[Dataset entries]
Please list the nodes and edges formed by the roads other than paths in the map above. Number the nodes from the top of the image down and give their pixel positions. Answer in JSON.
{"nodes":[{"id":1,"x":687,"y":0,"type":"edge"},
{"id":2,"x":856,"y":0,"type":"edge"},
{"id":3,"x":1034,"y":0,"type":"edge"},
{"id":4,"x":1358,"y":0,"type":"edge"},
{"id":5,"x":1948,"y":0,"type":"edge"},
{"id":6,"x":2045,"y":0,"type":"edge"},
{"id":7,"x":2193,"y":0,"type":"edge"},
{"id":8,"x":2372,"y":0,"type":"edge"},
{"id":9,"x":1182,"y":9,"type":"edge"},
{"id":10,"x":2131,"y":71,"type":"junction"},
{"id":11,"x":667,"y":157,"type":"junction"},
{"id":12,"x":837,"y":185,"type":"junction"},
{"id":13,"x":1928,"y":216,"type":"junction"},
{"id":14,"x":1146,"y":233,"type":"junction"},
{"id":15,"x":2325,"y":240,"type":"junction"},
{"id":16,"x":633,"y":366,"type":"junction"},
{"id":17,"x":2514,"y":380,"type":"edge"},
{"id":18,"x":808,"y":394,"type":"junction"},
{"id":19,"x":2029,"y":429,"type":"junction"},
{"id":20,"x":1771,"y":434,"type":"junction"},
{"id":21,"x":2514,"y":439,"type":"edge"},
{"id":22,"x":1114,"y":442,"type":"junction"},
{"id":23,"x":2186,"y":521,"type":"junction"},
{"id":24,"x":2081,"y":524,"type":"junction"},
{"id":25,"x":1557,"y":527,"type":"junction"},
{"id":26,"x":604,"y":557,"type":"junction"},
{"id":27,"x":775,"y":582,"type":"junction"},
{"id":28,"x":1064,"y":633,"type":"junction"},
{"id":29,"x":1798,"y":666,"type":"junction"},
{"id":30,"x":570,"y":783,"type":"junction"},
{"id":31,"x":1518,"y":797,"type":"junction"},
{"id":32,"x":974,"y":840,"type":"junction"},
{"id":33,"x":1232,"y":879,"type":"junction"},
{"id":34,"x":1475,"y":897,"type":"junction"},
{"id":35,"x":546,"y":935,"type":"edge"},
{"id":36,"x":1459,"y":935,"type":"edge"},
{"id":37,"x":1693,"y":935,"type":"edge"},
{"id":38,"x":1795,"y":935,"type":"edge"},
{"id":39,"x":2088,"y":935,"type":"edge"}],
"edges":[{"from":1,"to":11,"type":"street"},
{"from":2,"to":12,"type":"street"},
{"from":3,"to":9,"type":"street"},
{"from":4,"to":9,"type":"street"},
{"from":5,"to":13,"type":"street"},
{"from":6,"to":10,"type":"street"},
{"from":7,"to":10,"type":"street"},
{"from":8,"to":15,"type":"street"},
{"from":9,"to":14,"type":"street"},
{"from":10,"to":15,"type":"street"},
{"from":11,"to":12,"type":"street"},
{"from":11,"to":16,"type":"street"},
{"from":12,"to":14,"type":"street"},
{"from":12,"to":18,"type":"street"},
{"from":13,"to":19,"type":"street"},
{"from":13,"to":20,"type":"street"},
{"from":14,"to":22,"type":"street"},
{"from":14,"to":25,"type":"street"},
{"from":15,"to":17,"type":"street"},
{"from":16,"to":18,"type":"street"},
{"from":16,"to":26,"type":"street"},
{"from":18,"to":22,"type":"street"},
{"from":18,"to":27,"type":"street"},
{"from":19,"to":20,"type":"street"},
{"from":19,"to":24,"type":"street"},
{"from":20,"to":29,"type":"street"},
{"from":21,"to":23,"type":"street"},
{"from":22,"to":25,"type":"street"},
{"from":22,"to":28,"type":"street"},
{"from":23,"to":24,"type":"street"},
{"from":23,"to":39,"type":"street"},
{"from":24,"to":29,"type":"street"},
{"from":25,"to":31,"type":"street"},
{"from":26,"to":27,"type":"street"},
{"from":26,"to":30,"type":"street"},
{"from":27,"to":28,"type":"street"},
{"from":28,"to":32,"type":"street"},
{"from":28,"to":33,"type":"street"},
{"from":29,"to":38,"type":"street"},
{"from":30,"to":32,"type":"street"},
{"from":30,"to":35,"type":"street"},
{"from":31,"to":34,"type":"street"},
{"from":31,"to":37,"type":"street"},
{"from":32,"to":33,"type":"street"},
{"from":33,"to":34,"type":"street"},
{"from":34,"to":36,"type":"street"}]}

Action item: Note each line of the entries that has "nodes" in it, and copy those lines.

Worked solution:
Please list the nodes and edges formed by the roads other than paths in the map above. Number the nodes from the top of the image down and give their pixel positions. Answer in JSON.
{"nodes":[{"id":1,"x":687,"y":0,"type":"edge"},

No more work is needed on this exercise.